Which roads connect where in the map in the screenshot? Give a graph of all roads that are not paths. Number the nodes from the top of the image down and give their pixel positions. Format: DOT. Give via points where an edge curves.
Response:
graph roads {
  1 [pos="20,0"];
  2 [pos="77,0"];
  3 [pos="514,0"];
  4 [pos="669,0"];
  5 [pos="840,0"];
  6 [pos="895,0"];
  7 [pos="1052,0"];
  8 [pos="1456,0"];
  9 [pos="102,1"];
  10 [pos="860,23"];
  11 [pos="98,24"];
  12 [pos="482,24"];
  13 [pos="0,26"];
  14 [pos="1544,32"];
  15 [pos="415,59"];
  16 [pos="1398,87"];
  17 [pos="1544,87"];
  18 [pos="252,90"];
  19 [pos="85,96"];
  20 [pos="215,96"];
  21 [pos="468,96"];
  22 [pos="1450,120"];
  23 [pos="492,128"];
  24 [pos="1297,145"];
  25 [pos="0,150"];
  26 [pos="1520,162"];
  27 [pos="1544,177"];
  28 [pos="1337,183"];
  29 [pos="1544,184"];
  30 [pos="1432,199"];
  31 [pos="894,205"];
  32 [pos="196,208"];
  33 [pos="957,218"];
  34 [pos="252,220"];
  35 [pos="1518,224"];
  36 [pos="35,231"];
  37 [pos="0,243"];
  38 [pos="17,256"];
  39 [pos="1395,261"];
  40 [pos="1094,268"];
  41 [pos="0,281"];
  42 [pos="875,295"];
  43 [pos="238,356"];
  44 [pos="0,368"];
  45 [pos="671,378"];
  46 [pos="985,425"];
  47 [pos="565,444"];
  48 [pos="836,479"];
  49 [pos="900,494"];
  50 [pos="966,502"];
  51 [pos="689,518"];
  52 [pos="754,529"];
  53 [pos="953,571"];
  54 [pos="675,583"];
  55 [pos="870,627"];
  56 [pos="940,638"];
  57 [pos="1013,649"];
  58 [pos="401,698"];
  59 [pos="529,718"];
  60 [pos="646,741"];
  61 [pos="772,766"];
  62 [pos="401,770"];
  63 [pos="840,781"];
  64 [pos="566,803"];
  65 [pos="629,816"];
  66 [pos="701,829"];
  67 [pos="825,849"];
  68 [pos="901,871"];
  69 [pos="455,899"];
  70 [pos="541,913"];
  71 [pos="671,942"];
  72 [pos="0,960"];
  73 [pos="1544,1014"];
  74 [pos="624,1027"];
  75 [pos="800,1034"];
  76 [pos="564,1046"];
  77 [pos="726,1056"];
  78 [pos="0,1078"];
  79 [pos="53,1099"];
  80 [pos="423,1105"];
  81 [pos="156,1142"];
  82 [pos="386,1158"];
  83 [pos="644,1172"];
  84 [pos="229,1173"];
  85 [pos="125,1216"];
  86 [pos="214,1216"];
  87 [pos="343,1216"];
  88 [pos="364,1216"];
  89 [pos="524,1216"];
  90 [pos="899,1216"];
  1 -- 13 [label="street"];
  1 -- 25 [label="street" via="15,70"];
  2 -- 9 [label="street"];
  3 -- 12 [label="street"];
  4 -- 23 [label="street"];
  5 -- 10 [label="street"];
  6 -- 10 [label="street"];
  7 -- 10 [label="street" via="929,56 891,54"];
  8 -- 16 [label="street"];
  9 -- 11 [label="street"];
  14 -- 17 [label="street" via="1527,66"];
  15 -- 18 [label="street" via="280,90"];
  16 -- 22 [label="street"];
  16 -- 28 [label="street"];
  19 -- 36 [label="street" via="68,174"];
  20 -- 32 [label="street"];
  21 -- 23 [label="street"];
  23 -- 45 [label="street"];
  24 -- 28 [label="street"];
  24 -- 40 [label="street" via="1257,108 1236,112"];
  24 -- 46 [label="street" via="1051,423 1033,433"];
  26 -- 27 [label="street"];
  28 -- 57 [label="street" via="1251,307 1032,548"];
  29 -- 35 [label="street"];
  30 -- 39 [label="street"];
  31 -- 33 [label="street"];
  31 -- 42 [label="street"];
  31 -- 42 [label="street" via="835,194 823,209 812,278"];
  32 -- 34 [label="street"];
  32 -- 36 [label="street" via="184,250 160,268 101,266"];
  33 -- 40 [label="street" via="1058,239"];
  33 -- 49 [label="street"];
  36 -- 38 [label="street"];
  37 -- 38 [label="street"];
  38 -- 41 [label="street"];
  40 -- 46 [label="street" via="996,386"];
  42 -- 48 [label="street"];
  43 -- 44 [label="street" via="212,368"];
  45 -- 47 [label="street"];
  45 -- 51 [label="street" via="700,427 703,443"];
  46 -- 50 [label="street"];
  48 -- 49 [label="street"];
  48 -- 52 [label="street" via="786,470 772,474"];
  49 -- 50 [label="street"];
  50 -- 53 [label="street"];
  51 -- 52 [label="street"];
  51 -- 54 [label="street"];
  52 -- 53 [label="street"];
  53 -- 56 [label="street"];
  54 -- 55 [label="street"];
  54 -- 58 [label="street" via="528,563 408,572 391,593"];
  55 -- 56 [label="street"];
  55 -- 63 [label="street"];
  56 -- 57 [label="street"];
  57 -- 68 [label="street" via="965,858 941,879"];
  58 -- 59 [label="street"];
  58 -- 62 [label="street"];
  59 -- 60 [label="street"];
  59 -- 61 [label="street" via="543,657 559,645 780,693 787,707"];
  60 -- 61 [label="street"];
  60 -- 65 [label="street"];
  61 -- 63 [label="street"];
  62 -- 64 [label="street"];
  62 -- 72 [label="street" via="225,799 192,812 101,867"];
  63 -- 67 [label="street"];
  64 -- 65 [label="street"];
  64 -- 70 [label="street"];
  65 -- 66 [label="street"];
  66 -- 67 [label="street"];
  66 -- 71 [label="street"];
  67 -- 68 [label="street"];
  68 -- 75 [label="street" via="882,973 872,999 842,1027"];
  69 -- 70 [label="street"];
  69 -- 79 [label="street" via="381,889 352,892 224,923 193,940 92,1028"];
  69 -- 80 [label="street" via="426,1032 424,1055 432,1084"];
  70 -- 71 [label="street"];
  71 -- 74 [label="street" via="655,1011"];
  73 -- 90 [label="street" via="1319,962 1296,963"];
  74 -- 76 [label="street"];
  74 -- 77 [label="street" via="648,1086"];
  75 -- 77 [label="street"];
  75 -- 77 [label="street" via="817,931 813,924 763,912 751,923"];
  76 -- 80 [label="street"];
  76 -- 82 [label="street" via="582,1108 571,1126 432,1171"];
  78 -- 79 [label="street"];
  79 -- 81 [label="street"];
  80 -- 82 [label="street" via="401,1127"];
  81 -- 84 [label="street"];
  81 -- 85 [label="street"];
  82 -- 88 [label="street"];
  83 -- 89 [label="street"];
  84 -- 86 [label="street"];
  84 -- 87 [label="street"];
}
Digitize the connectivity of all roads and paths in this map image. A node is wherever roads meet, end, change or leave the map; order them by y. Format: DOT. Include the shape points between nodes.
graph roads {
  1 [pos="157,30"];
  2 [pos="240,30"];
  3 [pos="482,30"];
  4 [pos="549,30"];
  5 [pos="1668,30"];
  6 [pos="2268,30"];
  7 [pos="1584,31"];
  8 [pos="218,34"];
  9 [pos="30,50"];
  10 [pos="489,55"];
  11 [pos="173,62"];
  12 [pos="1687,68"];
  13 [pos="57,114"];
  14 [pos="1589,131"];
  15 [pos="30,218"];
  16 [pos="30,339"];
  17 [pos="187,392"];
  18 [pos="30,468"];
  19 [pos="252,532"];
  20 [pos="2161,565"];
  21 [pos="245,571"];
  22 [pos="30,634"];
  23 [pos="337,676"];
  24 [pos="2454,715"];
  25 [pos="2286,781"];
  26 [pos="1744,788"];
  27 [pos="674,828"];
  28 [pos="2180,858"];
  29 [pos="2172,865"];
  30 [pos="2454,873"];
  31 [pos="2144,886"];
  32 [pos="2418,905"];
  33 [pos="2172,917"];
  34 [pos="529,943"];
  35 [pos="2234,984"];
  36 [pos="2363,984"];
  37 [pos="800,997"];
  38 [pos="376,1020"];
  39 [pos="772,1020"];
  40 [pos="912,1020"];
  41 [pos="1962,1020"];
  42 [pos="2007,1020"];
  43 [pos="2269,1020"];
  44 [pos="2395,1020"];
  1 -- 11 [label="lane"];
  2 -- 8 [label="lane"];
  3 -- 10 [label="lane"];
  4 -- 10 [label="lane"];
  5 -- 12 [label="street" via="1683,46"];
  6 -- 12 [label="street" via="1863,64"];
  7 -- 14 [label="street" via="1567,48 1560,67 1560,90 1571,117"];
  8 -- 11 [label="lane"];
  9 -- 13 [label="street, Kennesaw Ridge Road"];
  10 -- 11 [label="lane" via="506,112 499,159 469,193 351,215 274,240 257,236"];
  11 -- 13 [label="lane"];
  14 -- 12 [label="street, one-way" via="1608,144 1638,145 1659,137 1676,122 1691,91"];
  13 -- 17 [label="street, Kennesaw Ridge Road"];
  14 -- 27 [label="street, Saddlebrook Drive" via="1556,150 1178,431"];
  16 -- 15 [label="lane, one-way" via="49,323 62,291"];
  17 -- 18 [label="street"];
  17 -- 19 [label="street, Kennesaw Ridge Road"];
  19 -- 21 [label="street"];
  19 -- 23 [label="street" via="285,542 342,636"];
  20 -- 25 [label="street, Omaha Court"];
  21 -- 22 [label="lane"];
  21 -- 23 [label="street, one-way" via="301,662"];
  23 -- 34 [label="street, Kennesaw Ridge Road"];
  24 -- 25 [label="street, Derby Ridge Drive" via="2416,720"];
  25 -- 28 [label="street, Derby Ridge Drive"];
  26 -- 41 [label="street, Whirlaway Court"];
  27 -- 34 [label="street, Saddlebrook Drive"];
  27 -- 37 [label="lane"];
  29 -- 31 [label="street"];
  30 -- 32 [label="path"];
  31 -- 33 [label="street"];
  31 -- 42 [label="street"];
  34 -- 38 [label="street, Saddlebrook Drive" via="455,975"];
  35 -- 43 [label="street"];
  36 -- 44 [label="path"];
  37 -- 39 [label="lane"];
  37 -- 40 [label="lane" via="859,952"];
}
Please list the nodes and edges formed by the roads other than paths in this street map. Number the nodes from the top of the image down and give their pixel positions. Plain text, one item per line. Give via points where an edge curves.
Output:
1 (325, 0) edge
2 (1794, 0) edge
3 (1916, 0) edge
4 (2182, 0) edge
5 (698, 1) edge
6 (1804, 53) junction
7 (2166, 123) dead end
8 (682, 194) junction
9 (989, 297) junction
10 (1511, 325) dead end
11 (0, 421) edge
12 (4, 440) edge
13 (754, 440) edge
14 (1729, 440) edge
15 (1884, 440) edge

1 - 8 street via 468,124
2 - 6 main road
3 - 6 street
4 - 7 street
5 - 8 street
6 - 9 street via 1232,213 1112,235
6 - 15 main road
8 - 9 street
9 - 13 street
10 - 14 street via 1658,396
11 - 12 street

###

▶ _Task statement_
Look through the records and gather every line containing "their".

▶ _Exercise solution_
Which roads connect where in the map in the screenshot? Give a graph of all roads that are not paths. Number the nodes from the top of the image down and give their pixel positions. Format: DOT. Give via points where an edge curves.
Please list the nodes and edges formed by the roads other than paths in this street map. Number the nodes from the top of the image down and give their pixel positions. Plain text, one item per line. Give via points where an edge curves.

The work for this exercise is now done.